今回は、大塚家具の創業者である大塚勝久前社長の販促手法がいかに優れていたか、ということを紹介したいと思います。

大塚勝久氏の優れた販促手法

経営権の奪い合いには敗れたものの…

大塚勝久氏といえば、大塚家具の創業者であり、今は匠大塚の会長をされています。

ちなみに、大塚家具の現社長である大塚久美子さんは長女ですね。

親子で経営権をめぐって衝突して、大塚勝久氏は結果的に負けて、ご自身は匠大塚という会社をまた新たに立ち上げたわけですが、大塚勝久前社長がまだ大塚家具にいらっしゃった時に、私は有明の大塚家具のショールームでソファーを買ったことがあります。

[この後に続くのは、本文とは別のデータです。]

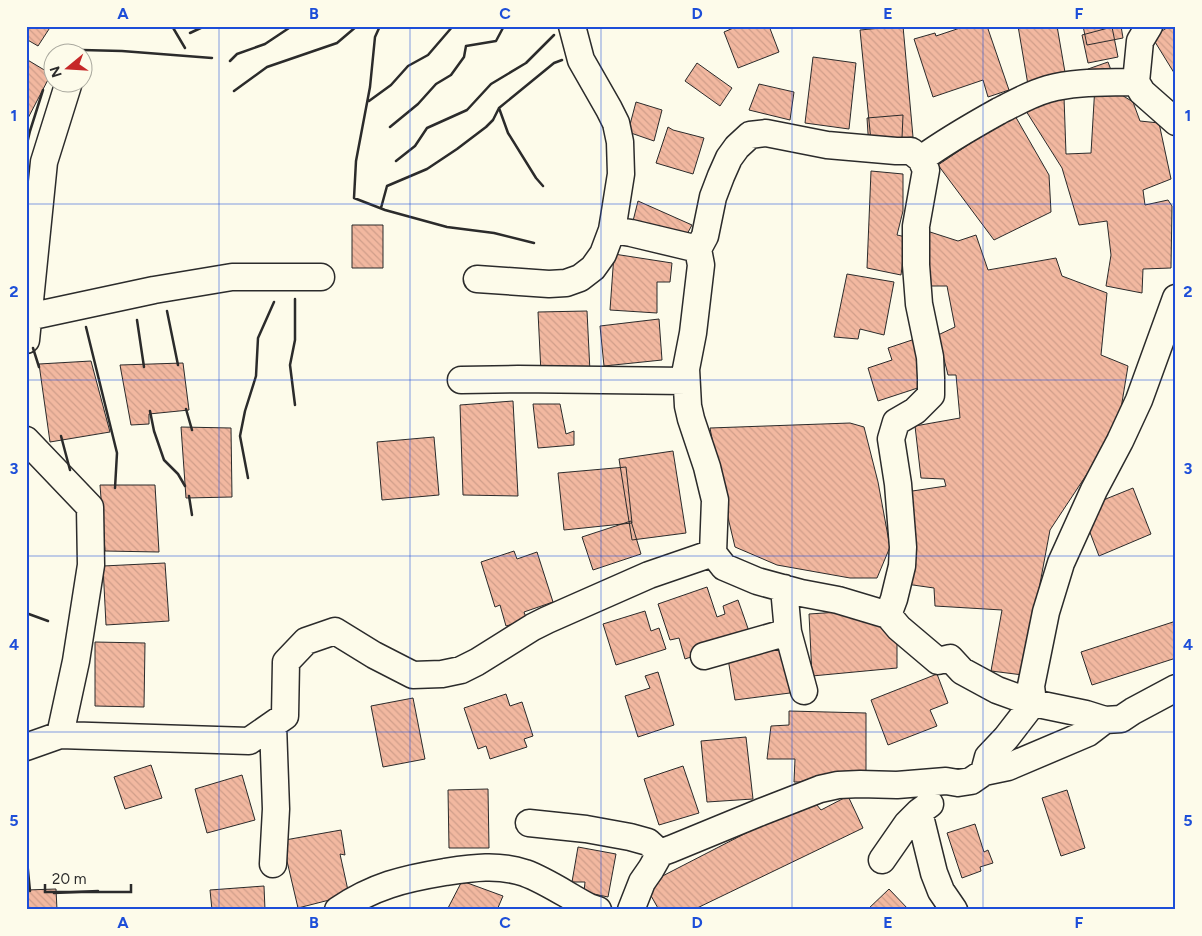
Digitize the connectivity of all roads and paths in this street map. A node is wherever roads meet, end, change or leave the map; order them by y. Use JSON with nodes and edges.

ものすごく良い商品で、今でもこのソファーを大事に使っているのですが、この販促の仕方が非常に優れているんです。

具体的にどういった手法を使っているかと言うと「見せ球」と「決め球」という手法を使っています。

「見せ球」と「決め球」販促手法

まずお店に行くと、担当制になっていて、担当の方に「今日はソファーを見せてほしいです」と言うと、ソファのコーナーに案内されました。

するとなんといきなり FENDIのソファーを案内されます。価格はいくらかというと300万円です。

かの有名な与沢翼さんが買われてFENDIのソファーは有名になりましたが、セットで300万円です。

正直そんなソファーは欲しくないと思いましたが、担当の方にぜひ見てほしいと言われます。

FENDIのソファーは単なる見せ球

FENDIの商品なので、凄まじくいい出来で、しかも触り心地もいいですから、あれこれ触ったり、座ったりして、しばらくしているとそのうちに本命の方に連れて行かれます。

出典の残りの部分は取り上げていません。